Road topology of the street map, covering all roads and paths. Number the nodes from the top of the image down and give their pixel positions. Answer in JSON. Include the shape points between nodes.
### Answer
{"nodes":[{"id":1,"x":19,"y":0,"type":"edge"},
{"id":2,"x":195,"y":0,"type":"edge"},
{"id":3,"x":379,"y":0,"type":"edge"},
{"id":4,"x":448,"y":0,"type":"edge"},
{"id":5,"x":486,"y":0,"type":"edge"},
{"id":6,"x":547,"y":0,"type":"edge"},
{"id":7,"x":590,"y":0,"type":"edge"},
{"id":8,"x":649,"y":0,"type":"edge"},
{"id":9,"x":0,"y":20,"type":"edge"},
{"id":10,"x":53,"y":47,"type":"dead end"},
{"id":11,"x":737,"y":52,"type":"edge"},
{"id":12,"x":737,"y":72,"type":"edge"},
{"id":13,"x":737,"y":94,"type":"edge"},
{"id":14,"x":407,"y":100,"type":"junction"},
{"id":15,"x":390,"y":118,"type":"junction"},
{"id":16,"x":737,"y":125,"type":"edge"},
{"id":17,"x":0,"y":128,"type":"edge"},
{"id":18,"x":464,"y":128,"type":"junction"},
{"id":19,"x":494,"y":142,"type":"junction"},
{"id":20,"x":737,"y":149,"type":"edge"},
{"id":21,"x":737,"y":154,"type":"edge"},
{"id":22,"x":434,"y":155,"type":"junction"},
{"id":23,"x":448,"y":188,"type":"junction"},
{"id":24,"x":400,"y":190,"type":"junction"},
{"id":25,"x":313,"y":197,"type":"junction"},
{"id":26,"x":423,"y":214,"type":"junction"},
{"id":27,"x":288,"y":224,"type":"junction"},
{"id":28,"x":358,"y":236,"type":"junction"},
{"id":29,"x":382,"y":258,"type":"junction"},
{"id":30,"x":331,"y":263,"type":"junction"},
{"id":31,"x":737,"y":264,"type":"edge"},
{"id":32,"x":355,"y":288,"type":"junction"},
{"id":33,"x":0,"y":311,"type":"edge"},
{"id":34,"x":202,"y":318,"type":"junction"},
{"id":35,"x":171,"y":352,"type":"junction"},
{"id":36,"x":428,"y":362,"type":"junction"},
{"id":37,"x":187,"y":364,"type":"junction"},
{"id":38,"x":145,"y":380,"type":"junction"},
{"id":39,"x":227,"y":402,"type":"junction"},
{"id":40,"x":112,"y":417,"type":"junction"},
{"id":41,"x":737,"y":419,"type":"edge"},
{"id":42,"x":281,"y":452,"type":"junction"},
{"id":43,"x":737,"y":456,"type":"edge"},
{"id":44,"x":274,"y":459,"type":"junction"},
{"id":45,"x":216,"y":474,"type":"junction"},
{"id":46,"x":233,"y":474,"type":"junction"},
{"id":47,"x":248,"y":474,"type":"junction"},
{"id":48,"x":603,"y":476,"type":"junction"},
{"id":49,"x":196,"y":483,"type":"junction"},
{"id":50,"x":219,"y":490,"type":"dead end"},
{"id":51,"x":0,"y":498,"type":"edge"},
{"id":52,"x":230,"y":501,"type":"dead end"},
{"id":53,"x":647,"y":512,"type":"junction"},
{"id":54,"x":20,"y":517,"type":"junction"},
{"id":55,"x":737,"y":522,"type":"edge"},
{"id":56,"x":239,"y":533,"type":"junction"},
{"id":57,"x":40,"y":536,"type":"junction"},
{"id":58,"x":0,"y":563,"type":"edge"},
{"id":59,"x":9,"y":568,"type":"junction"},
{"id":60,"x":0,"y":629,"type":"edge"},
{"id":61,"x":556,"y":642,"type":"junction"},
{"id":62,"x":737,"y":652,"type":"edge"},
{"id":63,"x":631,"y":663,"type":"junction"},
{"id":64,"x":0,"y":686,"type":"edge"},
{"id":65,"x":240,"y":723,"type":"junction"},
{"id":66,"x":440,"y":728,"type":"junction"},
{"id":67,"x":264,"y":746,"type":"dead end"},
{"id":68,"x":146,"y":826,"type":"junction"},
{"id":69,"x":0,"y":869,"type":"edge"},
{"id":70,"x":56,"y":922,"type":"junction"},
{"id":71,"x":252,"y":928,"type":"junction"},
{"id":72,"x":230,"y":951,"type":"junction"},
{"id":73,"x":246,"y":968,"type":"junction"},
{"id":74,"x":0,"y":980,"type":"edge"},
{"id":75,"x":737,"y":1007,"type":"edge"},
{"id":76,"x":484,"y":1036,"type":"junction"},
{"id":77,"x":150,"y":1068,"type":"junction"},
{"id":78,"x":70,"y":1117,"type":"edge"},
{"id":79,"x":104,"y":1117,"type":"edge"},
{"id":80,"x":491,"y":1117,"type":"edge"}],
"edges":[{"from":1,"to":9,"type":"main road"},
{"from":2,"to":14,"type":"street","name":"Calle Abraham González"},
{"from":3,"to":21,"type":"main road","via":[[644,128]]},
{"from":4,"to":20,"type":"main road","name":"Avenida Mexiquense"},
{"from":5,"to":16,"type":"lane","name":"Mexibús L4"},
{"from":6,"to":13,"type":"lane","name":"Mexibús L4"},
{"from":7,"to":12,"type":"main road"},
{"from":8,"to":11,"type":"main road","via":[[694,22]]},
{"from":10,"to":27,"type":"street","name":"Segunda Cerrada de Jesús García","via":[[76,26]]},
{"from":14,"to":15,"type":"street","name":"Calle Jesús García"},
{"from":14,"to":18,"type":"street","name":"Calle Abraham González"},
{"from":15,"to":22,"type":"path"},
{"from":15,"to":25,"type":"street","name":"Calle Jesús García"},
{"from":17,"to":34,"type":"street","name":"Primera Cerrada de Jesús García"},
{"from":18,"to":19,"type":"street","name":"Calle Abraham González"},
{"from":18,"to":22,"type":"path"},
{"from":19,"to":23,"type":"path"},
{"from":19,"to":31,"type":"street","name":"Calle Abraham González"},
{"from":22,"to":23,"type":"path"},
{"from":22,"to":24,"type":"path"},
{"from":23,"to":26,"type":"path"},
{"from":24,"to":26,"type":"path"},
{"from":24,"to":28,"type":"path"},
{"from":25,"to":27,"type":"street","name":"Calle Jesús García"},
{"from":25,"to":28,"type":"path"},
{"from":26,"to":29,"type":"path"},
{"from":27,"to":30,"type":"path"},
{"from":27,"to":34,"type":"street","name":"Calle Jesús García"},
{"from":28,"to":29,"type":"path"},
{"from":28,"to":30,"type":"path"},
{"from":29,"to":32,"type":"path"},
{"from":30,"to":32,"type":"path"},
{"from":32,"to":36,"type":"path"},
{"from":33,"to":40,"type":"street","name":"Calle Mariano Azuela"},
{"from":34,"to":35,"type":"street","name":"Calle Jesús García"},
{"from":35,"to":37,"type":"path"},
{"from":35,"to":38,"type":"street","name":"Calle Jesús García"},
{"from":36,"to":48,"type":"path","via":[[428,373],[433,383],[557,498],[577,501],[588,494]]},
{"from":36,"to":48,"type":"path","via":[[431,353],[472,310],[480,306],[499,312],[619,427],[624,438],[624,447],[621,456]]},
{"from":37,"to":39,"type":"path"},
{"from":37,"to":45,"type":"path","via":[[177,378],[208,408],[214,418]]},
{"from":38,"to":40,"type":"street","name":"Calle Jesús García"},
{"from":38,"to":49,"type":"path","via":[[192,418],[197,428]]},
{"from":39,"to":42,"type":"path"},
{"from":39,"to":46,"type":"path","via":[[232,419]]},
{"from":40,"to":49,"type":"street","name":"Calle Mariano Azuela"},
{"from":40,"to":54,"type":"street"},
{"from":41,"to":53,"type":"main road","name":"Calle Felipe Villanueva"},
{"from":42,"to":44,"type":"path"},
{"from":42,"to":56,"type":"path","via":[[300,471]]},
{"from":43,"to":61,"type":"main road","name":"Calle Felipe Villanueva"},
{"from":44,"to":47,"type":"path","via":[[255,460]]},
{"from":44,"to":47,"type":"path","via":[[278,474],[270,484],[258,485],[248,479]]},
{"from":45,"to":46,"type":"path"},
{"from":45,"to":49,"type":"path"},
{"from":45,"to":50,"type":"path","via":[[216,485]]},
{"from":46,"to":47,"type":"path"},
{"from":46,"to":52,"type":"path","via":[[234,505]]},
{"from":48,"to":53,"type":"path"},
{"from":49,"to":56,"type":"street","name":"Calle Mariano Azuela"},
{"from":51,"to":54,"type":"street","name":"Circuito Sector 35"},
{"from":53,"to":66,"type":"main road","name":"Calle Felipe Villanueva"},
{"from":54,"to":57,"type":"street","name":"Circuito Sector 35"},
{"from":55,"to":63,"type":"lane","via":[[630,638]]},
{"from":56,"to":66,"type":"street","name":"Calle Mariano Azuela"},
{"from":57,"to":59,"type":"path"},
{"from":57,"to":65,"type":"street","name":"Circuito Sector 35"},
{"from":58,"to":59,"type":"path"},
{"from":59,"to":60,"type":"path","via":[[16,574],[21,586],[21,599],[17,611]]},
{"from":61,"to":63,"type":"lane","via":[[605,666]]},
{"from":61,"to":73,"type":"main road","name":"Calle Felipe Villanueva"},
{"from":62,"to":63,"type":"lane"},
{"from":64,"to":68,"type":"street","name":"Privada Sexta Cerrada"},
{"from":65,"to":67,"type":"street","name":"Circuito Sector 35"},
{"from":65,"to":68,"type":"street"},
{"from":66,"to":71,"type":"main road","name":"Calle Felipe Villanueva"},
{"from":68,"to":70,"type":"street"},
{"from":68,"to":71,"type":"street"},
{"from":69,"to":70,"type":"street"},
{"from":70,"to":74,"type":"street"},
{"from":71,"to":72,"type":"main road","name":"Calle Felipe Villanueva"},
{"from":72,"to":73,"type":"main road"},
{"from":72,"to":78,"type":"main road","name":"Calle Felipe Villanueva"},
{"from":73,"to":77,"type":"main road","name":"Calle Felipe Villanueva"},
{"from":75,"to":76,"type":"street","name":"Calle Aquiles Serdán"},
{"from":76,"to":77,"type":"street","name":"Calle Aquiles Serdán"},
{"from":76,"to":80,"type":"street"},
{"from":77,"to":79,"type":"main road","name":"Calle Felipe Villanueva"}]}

▶ [Exercise details]:
Count how many lines in the entries above hold the word "Abraham". Give that number by itself.

▶ [Task solution]:
4